「――名前、」
心地よい声がする。よく知った声。姿は見えない。
「おい、起きろ」
「ん、…クロコダイル…?」
うっすらと目を開けると、眉間に皺を寄せて相変わらずの悪人面。なんでこいつに起こされなきゃならないんだ。
「やっと起きたか」
「んー…、」
まだ回転の鈍い頭を持ち上げて、上半身を起こした。
「早く支度しろ。時間がねェ」
「わっ!ちょっ、と!」
ぐい、と手を引かれ、無理矢理ベッドから引きずり出された。部屋着にしている白く大きめのシャツから晒された足が少し寒い。
「今日なんかあった?」
「取引先のパーティーがあるっつったろーが」
「あー!忘れてた…!」
「馬鹿野郎」
すぐに用意するから待ってて、と不機嫌な彼を宥めて洗面所へ。
歯を磨いて、顔を洗う。洗面所横の棚に置いてあったブラシを手に取り、絡まった髪をといた。ノーメイクでなんだか味気ない自分の顔を、鏡を見つめていると、背後に映る大きな体。
「クロコダイル、?」
「これ、俺のシャツだろ」
クロコダイルが私の肩に手を置いた。鏡に映る彼のニヒルな笑みに、髪をといていた手が止まる。
「あんたの、いらなくなったやつだけど」
「あぁ、知ってる」
「…はあ、?」
よく分からない彼の行動に首を傾げた瞬間、背筋をなにかが駆け抜けた。
「…っ!」
「――ソソるぜ、その格好」
「ちょっと、!」
このままではまずいと私の太ももを撫でる手を、制止させる。
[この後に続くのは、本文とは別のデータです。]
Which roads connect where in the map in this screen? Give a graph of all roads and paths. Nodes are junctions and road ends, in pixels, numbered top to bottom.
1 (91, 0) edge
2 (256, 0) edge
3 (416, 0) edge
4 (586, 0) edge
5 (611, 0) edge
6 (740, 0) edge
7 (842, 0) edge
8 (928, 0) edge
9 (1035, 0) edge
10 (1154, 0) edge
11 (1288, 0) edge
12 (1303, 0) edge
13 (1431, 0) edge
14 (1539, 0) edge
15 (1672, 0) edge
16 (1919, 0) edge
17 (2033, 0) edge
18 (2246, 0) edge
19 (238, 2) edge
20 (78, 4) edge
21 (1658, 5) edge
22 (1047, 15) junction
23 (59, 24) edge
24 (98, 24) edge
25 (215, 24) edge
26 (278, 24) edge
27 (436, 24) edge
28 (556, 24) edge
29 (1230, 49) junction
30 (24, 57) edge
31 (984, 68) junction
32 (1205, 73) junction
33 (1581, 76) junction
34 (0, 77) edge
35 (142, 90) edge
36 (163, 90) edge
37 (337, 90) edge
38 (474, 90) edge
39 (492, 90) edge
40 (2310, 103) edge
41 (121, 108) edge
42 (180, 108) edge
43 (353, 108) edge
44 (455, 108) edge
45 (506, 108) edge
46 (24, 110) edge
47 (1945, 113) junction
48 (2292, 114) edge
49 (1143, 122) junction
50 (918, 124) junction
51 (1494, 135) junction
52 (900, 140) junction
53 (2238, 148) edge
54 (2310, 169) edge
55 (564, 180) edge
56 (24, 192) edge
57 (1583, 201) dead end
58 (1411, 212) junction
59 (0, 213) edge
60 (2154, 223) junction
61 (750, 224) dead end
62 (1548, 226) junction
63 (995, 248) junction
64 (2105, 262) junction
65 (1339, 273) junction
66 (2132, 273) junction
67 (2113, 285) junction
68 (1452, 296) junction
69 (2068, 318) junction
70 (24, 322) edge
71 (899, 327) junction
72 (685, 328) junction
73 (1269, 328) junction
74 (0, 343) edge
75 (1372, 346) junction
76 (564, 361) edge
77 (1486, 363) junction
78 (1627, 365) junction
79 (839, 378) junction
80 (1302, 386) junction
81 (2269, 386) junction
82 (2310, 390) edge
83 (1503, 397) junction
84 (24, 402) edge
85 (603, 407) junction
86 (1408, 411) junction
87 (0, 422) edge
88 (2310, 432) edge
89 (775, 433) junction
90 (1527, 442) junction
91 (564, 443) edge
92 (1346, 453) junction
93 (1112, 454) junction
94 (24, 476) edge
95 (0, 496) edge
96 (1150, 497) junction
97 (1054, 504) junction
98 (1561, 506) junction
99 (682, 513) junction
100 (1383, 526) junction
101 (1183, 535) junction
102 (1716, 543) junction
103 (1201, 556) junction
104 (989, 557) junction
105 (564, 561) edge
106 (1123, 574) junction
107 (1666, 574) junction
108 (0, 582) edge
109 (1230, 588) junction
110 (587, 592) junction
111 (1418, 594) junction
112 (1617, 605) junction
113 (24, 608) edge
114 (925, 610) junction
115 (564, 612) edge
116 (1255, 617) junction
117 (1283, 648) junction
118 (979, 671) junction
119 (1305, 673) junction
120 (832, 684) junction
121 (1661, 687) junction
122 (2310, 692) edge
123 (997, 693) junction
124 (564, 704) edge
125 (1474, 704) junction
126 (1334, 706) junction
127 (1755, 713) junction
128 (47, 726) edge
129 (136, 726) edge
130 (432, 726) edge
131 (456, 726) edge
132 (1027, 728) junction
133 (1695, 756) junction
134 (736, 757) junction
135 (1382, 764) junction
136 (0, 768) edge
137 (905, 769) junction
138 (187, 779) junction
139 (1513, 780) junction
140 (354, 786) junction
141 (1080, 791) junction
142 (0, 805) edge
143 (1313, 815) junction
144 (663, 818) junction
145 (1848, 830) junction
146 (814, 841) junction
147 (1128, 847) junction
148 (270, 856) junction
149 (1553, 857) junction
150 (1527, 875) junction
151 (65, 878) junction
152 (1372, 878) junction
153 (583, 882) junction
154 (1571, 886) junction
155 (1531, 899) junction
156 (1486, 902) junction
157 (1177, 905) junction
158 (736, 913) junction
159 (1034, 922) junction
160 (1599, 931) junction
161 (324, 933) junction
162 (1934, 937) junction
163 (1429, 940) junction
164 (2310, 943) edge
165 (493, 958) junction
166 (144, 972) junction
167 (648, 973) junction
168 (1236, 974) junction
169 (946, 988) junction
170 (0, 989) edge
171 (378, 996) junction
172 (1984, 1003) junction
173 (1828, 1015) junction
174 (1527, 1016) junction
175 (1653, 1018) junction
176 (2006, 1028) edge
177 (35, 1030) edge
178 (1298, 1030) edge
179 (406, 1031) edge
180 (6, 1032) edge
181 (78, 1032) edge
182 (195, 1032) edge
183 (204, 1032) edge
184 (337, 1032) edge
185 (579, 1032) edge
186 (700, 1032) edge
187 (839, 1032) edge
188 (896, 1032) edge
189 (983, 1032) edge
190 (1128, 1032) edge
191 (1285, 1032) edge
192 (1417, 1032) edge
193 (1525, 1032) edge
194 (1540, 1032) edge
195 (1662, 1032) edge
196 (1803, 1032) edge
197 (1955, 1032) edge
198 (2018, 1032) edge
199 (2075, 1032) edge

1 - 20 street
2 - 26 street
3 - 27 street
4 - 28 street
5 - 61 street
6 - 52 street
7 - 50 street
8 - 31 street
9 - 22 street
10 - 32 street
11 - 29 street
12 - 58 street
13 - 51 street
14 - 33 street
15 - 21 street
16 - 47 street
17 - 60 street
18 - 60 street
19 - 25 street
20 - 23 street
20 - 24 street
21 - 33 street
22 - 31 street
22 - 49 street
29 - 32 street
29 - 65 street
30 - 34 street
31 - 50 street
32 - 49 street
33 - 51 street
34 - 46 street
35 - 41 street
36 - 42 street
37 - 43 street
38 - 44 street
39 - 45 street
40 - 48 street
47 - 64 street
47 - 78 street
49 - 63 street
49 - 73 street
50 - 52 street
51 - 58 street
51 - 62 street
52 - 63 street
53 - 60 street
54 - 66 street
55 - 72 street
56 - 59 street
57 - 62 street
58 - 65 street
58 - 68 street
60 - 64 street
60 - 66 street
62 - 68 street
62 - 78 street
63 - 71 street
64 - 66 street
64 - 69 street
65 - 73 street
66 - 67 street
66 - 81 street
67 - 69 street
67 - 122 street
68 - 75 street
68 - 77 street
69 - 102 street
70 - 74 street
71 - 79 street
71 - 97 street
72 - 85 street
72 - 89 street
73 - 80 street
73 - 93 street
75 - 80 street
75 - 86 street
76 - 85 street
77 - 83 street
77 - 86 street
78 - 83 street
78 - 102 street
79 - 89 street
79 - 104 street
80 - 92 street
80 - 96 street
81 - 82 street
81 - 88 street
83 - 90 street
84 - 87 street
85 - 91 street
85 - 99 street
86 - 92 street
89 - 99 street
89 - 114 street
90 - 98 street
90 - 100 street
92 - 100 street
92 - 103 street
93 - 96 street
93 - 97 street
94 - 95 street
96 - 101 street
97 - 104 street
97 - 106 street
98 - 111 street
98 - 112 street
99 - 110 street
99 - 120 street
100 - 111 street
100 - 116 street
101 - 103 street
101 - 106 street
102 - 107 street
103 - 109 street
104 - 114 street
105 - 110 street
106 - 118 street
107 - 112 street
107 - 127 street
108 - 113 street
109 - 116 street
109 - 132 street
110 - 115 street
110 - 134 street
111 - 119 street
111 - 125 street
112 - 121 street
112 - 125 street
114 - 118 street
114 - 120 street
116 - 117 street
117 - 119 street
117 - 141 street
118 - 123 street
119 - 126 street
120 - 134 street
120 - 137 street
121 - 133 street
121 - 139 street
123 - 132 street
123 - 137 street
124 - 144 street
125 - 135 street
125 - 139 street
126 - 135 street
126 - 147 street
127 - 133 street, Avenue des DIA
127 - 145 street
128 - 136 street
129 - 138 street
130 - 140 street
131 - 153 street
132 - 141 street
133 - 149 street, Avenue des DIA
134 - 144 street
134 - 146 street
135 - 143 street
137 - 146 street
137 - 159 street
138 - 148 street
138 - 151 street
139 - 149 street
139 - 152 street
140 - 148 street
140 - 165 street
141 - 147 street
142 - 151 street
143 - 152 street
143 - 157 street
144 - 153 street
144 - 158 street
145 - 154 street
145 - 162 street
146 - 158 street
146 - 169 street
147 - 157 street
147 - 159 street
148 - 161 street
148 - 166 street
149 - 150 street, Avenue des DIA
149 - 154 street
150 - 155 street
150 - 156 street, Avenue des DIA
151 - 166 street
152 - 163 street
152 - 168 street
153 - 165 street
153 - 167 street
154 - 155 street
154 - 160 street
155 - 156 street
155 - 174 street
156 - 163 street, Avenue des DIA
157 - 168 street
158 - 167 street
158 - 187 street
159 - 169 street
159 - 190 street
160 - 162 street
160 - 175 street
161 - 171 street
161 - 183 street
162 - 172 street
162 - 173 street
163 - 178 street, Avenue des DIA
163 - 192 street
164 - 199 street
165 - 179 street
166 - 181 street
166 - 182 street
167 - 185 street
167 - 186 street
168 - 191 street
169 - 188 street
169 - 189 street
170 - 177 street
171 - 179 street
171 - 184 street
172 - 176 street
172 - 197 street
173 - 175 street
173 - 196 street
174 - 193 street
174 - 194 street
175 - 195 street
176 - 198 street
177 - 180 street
眉間に深く入った皺は一瞬で、すぐに嫌な笑みを浮かべて私の耳元で囁いた。
「――今日は、泊まってく」
「………どうぞ…」
なんだか恥ずかしくて、顔なんか見れなかった。クハハ、と笑う彼を他所に、私は数時間後に必ずくるであろう情事に、顔を赤らめた。